A report into food security, commissioned by the British government, has concluded that IT has a vital role to play in improving farming and averting world hunger.
The ‘Future of food and farming’ report said urgent action was needed to avoid global hunger, as the world’s population grows rapidly and consumption booms.
Steps recommended by the report include making sure that efforts to increase farming yields do not hit the long term sustainability of food production. But it also said that IT had a key role in improving investment in Third World countries and increasing farmers’ ability to access information.
Greater use of IT, and mobile phones, “could help improve market information and allow producers to make better decisions about timely supply to markets”, which it said could help reduce seasonal wastage.
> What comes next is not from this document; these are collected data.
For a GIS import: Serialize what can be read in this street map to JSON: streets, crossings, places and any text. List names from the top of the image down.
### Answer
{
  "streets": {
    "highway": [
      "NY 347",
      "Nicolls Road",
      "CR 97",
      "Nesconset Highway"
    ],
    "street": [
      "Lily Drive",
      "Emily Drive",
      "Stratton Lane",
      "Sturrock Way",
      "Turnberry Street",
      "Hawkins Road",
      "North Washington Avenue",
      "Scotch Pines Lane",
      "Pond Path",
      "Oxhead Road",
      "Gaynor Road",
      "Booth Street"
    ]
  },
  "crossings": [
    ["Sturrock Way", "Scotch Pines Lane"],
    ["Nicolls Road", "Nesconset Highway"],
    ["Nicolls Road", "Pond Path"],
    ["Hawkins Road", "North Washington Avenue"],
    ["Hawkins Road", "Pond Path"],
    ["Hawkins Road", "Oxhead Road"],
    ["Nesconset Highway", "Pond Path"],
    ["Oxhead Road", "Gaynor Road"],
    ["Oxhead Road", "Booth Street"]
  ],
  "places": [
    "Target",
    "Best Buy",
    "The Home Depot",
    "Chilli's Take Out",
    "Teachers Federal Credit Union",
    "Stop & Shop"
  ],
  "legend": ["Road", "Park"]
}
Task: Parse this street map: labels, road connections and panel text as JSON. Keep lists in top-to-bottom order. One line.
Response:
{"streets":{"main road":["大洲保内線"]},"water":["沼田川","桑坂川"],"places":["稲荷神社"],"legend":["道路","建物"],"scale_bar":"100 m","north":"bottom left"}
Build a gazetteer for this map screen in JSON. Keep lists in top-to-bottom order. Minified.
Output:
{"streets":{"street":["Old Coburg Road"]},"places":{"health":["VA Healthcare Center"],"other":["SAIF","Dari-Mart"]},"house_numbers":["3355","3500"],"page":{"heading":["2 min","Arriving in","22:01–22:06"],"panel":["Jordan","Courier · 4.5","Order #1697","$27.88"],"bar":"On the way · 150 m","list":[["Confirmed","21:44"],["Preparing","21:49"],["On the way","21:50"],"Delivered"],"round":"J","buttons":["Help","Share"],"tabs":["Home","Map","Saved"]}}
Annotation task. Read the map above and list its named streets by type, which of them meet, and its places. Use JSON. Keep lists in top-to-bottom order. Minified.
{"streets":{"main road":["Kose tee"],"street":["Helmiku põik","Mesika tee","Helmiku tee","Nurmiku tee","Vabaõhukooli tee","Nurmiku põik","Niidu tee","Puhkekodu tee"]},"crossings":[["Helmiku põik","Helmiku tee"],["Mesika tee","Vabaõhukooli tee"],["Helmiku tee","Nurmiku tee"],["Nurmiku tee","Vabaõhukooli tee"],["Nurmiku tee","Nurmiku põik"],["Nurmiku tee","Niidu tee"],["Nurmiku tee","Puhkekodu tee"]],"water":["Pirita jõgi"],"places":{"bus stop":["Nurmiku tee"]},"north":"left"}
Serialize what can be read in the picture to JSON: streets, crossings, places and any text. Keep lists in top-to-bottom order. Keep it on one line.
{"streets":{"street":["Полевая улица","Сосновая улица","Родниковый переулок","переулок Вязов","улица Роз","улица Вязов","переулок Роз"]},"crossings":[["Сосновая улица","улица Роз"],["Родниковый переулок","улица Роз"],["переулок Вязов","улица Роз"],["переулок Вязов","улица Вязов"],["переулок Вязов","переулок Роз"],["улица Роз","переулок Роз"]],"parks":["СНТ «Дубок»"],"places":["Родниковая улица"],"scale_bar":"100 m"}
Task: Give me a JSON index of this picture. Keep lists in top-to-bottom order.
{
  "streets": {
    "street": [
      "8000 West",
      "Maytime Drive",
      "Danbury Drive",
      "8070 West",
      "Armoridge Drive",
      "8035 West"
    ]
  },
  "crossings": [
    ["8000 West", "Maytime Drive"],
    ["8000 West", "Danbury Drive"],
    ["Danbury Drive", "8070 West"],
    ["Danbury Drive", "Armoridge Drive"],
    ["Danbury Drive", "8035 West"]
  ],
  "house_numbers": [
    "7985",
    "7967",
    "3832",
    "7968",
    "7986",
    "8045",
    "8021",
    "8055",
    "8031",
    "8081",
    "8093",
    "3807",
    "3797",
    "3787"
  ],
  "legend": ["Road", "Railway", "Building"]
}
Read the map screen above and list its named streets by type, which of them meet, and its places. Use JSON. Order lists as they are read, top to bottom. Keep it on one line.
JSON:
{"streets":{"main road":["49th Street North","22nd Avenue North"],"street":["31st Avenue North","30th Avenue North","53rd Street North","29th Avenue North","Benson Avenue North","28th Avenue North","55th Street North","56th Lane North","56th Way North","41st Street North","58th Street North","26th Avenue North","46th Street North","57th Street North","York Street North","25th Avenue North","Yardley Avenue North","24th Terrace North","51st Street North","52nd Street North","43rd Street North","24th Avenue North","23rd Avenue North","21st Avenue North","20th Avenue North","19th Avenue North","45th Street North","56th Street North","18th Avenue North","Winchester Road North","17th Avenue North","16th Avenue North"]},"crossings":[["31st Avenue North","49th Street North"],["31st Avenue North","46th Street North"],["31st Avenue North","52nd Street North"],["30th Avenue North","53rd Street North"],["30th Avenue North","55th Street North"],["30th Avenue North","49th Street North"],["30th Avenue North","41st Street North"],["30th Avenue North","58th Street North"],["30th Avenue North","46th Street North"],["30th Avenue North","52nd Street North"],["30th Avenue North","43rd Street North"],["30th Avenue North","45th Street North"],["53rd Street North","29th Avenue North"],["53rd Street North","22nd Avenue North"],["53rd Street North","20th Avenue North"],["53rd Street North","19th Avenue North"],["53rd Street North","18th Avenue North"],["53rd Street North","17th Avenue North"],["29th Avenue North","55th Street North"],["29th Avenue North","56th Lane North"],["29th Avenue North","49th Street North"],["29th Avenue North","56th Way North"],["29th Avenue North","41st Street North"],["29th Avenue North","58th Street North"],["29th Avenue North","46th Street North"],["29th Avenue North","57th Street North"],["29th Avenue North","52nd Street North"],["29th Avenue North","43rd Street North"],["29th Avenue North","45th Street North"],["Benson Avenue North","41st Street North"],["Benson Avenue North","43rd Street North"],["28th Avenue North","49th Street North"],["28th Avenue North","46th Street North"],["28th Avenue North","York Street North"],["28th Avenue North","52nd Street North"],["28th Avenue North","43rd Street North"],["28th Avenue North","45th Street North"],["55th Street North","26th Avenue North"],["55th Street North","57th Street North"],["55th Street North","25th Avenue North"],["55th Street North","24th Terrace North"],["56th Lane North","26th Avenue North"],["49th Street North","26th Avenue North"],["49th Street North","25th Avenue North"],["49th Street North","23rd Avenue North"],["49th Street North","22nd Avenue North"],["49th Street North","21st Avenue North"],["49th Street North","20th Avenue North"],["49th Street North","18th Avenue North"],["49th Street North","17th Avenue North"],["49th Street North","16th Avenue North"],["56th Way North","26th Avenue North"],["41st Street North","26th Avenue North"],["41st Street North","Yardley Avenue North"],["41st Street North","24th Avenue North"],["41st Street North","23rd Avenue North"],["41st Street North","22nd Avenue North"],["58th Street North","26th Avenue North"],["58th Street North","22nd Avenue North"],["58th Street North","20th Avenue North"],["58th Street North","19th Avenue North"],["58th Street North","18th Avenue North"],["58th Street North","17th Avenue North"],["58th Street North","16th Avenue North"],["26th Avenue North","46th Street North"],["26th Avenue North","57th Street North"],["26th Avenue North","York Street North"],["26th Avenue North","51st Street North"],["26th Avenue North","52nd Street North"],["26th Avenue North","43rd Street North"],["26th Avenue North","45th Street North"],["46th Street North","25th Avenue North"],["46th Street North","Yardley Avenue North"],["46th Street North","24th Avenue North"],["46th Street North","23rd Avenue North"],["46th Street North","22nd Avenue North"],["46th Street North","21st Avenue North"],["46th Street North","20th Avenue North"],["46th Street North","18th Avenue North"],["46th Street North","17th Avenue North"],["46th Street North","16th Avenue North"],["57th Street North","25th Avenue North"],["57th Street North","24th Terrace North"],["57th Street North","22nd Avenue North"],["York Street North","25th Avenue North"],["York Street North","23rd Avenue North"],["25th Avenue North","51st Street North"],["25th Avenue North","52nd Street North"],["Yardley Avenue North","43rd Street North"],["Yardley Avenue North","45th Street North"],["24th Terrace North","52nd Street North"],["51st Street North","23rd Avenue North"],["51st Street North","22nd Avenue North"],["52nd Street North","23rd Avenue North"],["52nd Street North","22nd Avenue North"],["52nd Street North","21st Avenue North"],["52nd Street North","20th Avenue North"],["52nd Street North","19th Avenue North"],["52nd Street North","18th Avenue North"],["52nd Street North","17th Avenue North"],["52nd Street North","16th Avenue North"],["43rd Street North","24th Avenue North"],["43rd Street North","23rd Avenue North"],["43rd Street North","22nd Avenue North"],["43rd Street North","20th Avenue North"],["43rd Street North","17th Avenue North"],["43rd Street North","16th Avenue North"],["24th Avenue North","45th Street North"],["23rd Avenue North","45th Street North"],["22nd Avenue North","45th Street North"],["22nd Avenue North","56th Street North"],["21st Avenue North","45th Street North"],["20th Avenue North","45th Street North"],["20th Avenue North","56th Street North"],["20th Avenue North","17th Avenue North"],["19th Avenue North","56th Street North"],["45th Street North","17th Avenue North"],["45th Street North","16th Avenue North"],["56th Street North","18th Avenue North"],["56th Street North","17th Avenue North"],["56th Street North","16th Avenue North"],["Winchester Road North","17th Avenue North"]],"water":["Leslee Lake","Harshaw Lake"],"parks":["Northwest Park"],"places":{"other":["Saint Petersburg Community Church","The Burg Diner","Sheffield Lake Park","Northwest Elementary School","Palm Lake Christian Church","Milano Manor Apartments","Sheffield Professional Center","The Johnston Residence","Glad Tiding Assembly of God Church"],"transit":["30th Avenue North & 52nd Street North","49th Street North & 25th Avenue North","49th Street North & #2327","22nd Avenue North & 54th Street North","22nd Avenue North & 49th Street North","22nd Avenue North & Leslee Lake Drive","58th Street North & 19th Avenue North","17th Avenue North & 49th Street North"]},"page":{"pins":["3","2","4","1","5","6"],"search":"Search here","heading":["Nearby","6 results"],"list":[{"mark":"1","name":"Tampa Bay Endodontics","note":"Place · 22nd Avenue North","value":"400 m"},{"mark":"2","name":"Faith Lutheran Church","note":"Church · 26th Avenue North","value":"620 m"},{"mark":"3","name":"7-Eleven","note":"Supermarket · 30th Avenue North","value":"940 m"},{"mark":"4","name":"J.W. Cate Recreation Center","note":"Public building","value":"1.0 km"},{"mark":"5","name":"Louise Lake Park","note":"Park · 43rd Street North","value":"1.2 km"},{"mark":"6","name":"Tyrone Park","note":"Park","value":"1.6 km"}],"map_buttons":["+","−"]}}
The report drew attention to the potential of the internet to provide farmers in poorer countries with useful guidance and advice on improving their farming techniques.
“Access to modern information communication technology (ICT) in rural communities offers substantial potential for the dissemination of knowledge and good practice,” it said. “Most producers live in a world of imperfect information, and are subject to considerable uncertainty with regard to weather conditions, pest attacks, and market options; some of these could be mitigated by better access to ICT.”
IT could facilitate much better knowledge for governments of what is happening in the global food system, the report said, but it added that Third World countries needed good technology systems for this to work.
“Modern information and communication technology (ICT) offers vast scope for improving the quantity, quality and accessibility of information available about the global food system. Satellite and mobile telephony and the growing ubiquity of the web make the collection of data more straightforward, as well as its analysis and dissemination,” the report said.
It added that cloud computing, and the “more intelligent handling of data using semantic web technology”, would make shared information more important and more useful.
It warned that “active steps” will have to be taken by all countries to ensure that low-income nations are not left behind by a “digital divide”.
The report was compiled through research from a two-year study, in which 400 experts across the globe were consulted.